ML technology has been widely used in hydrological modeling, especially in predicting complex nonlinear and non-stationary drought index time series. In this research, a new type ‘integration-prediction’ model is proposed, which deeply combines the signal decomposition algorithms with GRU and LGBM models, and applies BO to adjust the model hyper-parameters. The developed INT-GRU and INT-LGBM models have predicted SPI-12 of three stations in the Guanzhong region for the next one month, and compared with stand-alone models and ‘decomposition-prediction’ models. The following conclusions can be drawn:

- (1)
Both ML models GRU and LGBM successfully predict SPI-12 time series, and LGBM has better prediction ability than GRU. The experiment results also verify that signal decomposition algorithms as data pre-processing tools can greatly improve the prediction performance of ML models, among which EEMD has the largest improvement, followed by EMD and VMD.

- (2)
When there are multiple decomposition algorithms, besides comparing and choosing the best between them, we can integrate all decomposition results to reduce the limitations generated by a single decomposition algorithm.

- (3)
An ‘integration-prediction’ model construction method is proposed.

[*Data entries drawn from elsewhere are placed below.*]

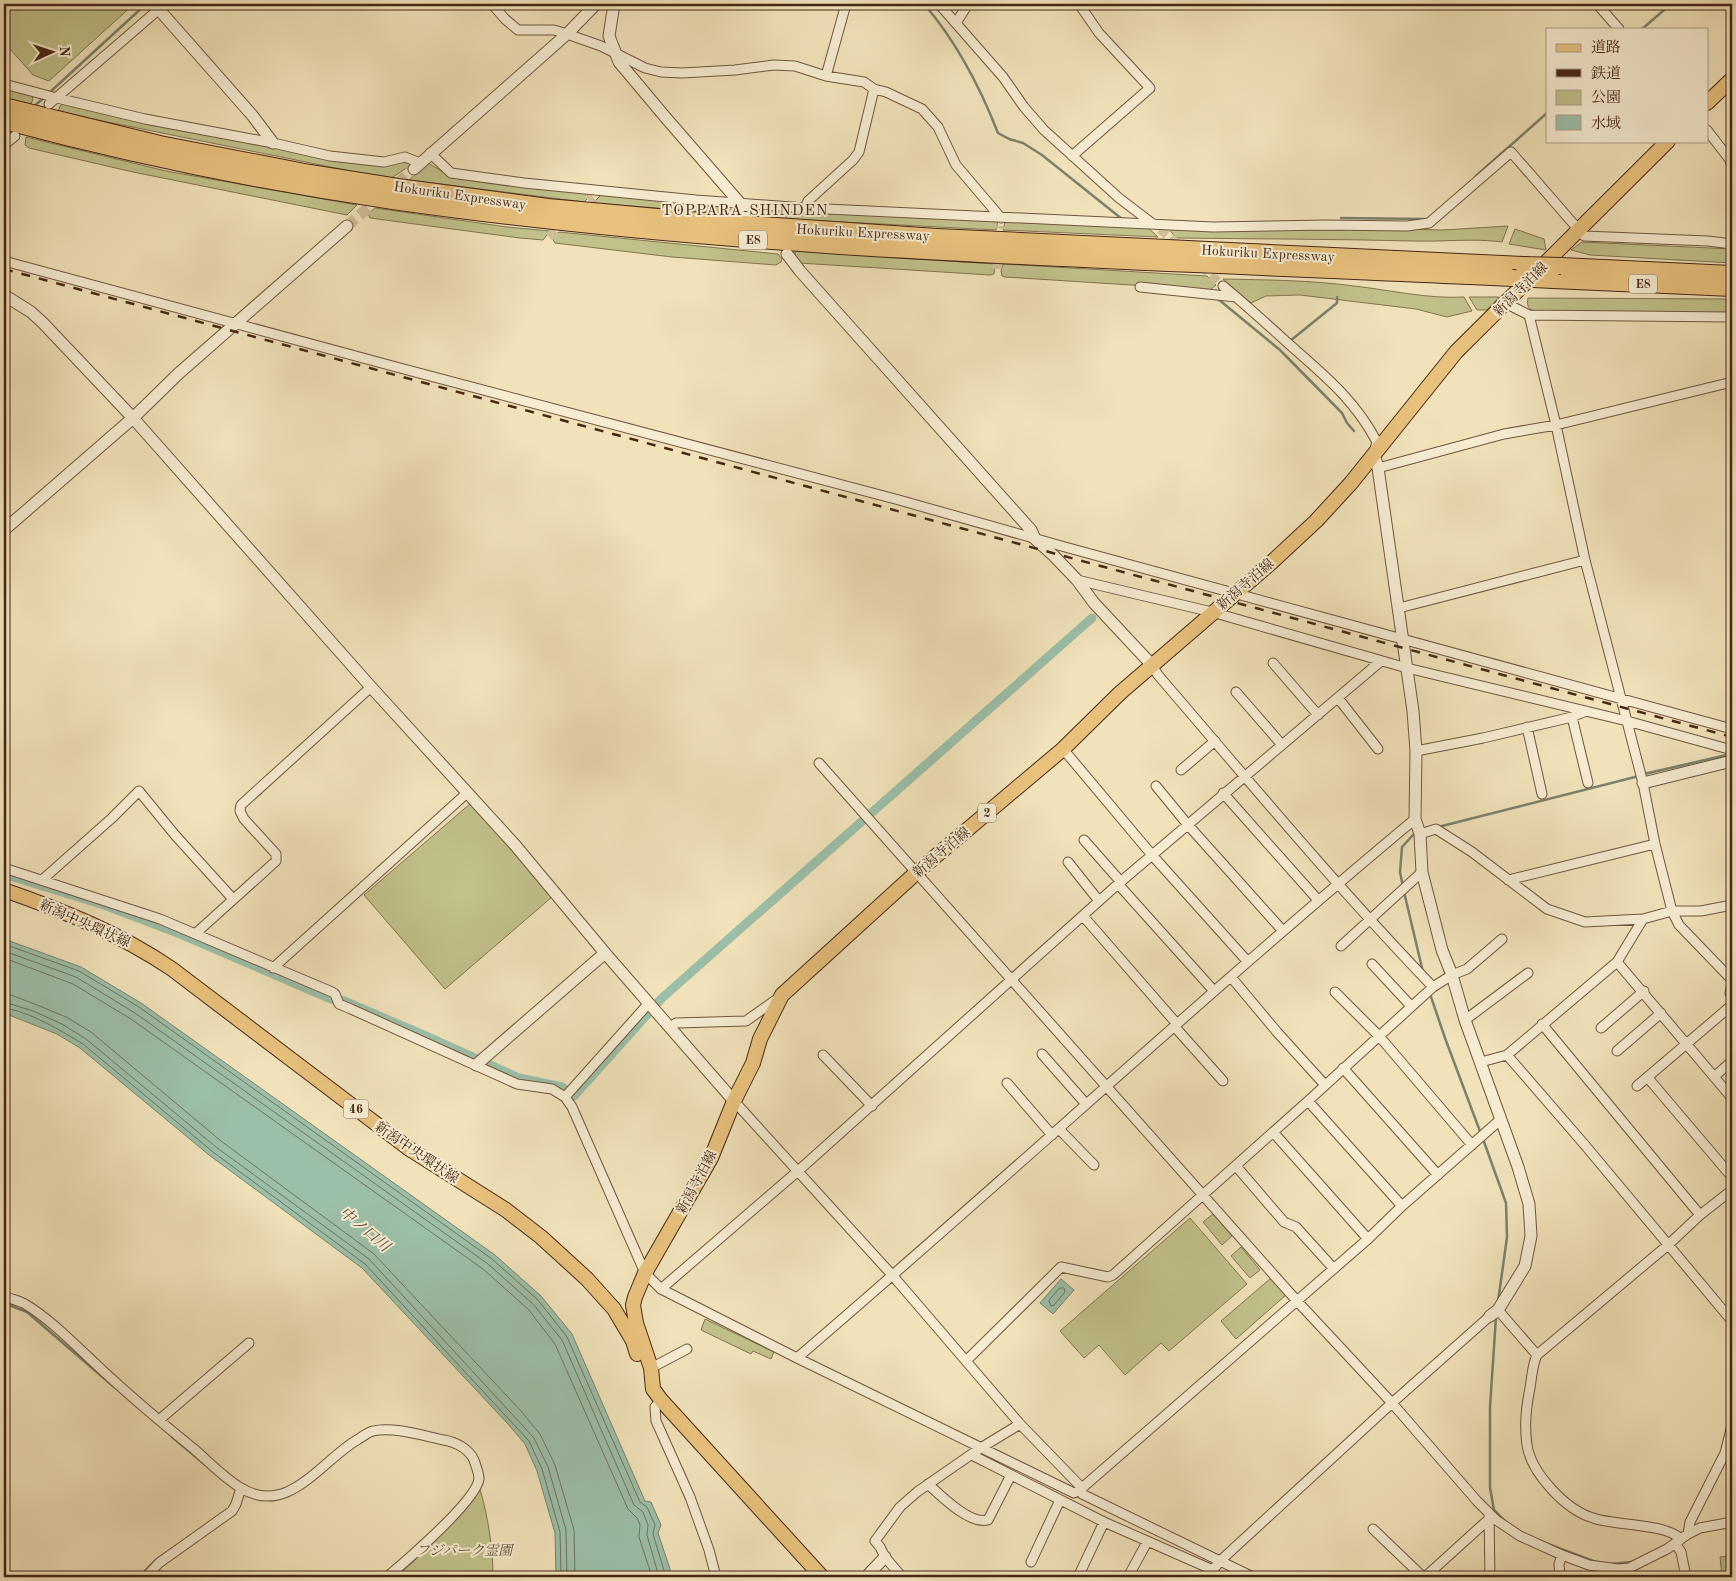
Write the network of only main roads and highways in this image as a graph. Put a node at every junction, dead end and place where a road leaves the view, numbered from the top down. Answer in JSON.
{"nodes":[{"id":1,"x":1732,"y":79,"type":"edge"},
{"id":2,"x":1708,"y":102,"type":"edge"},
{"id":3,"x":4,"y":106,"type":"edge"},
{"id":4,"x":4,"y":121,"type":"edge"},
{"id":5,"x":1667,"y":142,"type":"edge"},
{"id":6,"x":1557,"y":273,"type":"junction"},
{"id":7,"x":1732,"y":274,"type":"edge"},
{"id":8,"x":1732,"y":288,"type":"edge"},
{"id":9,"x":4,"y":890,"type":"edge"},
{"id":10,"x":657,"y":1395,"type":"junction"},
{"id":11,"x":822,"y":1577,"type":"edge"}],
"edges":[{"from":1,"to":2,"type":"main road"},
{"from":3,"to":6,"type":"highway","name":"Hokuriku Expressway","number":"E8","bridge":true},
{"from":4,"to":6,"type":"highway","name":"Hokuriku Expressway","number":"E8","bridge":true},
{"from":5,"to":10,"type":"main road","name":"新潟寺泊線","number":"2"},
{"from":6,"to":7,"type":"highway","name":"Hokuriku Expressway","number":"E8"},
{"from":6,"to":8,"type":"highway","name":"Hokuriku Expressway","number":"E8"},
{"from":9,"to":10,"type":"main road","name":"新潟中央環状線","number":"46"},
{"from":10,"to":11,"type":"main road"}]}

Compared with existing stand-alone models and ‘decomposition-prediction’ models, the ‘integration-prediction’ model INT-LGBM produces higher prediction accuracy, smaller prediction error and better stability.

- (4)
This study provides a new idea for drought index prediction in the Guanzhong region. In future work, we will select more arid regions to further prove the universal adaptability of ‘integration-prediction’ models, and to offer a reliable reference for decision makers.

## FUNDING

This work is supported by the National Natural Science Foundation of China (No. 52209035) and Xi'an University of Technology (No. 256082016).

## DATA AVAILABILITY STATEMENT

All relevant data are included in the paper or its Supplementary Information.

## CONFLICT OF INTEREST

The authors declare there is no conflict.